*Your objective*.
Copy out every line in the entries below that includes "Muszkat".

*Material provided*.
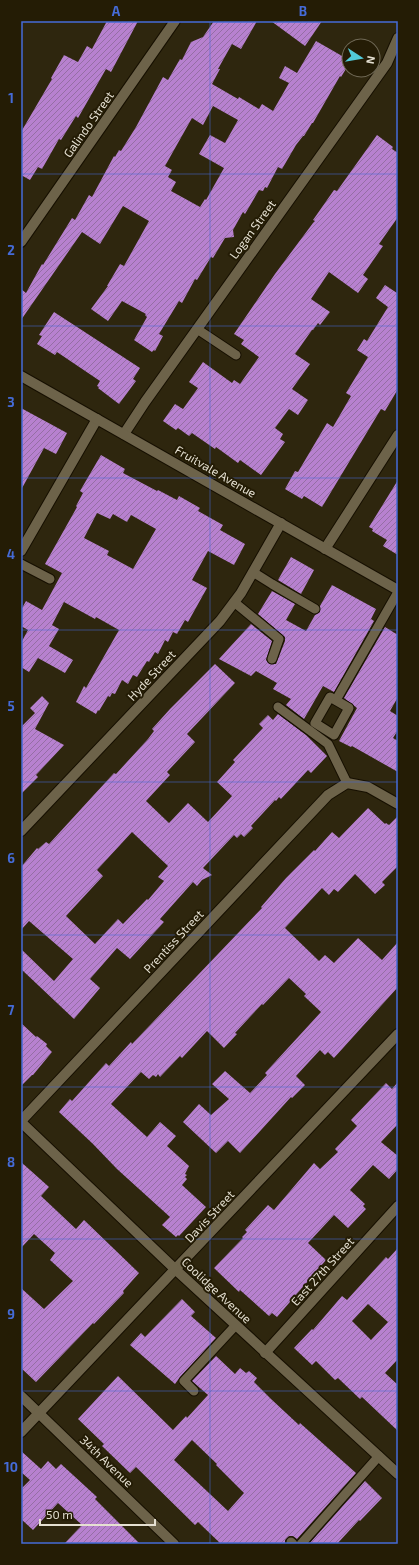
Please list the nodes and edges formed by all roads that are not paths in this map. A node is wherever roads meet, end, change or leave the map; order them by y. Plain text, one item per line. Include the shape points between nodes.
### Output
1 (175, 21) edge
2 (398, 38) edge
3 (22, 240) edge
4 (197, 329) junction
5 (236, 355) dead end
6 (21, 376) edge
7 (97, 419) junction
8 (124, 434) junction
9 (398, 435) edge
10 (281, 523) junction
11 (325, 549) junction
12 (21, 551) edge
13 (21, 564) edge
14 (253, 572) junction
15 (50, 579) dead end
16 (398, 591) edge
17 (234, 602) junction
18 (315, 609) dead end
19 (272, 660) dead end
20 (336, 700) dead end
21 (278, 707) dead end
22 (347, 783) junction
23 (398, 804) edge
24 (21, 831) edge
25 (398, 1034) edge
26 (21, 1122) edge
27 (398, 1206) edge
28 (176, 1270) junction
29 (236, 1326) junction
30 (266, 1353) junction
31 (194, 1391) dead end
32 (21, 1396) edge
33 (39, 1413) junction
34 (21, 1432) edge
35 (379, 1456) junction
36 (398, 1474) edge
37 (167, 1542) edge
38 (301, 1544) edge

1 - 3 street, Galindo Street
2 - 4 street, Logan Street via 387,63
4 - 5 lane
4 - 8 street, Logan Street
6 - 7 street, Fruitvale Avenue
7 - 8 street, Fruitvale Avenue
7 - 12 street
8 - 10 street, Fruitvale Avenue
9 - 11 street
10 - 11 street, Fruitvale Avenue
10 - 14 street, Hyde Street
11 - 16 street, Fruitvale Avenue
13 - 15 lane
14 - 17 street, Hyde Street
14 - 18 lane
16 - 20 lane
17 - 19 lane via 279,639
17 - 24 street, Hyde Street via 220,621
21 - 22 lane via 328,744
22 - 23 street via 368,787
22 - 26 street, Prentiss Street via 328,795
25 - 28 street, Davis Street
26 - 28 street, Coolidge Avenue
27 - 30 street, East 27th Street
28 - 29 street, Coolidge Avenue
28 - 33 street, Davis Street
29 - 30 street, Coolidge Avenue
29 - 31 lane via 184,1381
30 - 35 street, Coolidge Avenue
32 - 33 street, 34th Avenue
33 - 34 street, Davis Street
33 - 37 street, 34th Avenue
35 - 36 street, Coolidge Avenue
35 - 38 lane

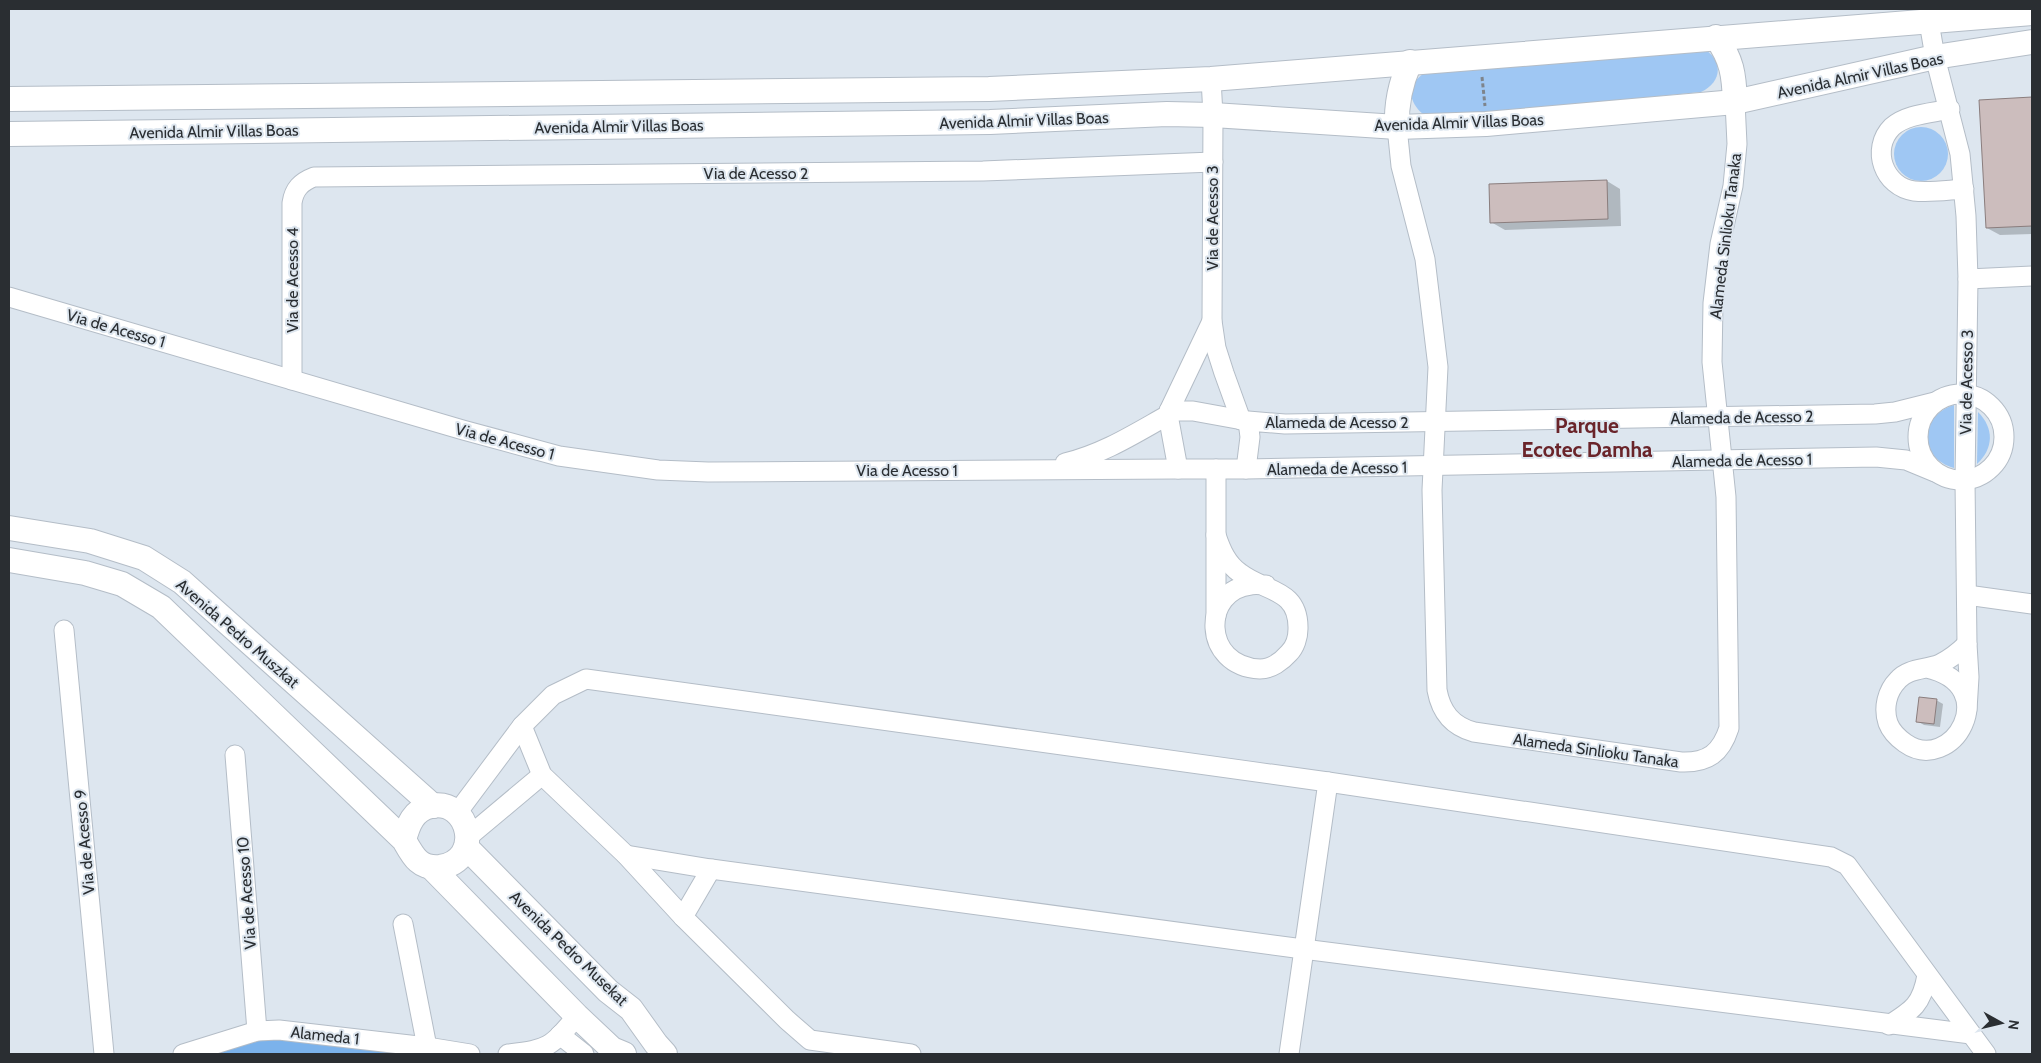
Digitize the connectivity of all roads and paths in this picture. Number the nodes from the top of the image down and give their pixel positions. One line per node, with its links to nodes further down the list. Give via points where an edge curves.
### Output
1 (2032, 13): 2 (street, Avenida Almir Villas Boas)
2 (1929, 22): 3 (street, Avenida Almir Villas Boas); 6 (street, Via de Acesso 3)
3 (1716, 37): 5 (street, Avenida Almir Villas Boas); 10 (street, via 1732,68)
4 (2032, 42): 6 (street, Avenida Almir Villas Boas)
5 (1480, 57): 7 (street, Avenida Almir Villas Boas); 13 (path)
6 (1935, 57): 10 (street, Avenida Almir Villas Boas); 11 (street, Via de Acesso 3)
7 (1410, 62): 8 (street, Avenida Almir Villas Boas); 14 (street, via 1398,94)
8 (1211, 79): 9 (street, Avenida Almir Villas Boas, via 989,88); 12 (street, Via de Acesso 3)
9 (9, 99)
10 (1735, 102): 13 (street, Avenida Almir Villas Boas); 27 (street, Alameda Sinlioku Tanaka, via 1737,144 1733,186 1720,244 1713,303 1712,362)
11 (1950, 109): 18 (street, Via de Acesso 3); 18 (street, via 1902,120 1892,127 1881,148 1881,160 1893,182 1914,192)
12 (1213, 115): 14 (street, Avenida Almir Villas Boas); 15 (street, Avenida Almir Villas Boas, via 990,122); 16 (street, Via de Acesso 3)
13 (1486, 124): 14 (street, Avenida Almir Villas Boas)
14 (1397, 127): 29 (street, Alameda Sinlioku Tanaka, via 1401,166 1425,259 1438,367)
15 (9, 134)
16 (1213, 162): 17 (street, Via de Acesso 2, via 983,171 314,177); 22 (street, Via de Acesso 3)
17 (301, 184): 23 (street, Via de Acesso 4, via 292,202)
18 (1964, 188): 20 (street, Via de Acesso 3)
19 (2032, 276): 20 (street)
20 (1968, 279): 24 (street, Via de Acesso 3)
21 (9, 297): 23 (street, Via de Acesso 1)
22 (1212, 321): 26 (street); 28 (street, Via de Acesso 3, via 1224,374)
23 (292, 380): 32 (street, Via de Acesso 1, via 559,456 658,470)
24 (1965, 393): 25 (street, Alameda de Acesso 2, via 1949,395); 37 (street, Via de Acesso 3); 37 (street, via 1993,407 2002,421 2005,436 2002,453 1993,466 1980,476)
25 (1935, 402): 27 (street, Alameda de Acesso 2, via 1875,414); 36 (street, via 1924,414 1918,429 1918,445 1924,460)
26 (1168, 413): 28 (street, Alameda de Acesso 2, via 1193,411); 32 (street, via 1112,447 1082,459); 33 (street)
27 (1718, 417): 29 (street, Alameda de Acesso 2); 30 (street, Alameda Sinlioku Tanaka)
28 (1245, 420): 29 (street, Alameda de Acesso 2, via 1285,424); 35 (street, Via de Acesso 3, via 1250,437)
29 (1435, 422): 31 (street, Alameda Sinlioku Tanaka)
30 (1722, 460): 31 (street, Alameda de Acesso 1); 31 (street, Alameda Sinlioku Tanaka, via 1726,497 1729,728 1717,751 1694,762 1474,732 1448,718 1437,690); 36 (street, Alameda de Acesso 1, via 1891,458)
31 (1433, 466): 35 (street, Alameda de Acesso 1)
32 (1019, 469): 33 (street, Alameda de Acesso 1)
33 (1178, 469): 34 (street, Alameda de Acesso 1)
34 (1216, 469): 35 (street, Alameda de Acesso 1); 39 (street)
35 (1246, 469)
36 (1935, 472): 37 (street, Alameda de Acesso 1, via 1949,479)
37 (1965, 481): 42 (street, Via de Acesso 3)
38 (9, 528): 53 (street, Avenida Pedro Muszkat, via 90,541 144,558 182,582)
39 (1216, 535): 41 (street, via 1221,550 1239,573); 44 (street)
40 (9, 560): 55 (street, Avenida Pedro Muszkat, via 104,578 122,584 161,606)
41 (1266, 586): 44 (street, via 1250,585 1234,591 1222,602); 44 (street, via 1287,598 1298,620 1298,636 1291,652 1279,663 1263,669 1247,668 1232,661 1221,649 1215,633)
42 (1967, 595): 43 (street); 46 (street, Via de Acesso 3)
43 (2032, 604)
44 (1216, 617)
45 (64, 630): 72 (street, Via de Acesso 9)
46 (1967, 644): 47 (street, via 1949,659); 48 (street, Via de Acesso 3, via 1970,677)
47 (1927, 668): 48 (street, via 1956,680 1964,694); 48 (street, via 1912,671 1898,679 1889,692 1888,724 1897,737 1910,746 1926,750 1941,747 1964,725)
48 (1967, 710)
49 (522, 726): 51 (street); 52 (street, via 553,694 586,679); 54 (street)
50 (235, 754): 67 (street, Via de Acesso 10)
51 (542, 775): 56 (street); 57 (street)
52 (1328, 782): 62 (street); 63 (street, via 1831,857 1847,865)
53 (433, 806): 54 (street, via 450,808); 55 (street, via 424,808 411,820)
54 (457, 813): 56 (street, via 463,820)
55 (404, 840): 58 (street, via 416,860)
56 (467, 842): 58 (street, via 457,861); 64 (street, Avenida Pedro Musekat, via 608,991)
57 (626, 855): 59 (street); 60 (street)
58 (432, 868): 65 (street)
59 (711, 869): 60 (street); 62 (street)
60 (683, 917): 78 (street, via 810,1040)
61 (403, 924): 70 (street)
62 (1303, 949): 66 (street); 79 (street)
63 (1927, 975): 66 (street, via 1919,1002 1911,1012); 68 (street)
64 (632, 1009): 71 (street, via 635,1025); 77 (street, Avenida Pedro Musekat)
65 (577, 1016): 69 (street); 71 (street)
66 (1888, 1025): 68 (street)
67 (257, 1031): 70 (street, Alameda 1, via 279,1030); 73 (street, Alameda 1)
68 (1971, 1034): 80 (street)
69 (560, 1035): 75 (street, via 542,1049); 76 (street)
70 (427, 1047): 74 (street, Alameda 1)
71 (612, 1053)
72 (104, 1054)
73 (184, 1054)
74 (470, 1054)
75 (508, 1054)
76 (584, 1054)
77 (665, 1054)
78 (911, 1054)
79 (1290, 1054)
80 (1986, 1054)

*Response area*.
38 (9, 528): 53 (street, Avenida Pedro Muszkat, via 90,541 144,558 182,582)
40 (9, 560): 55 (street, Avenida Pedro Muszkat, via 104,578 122,584 161,606)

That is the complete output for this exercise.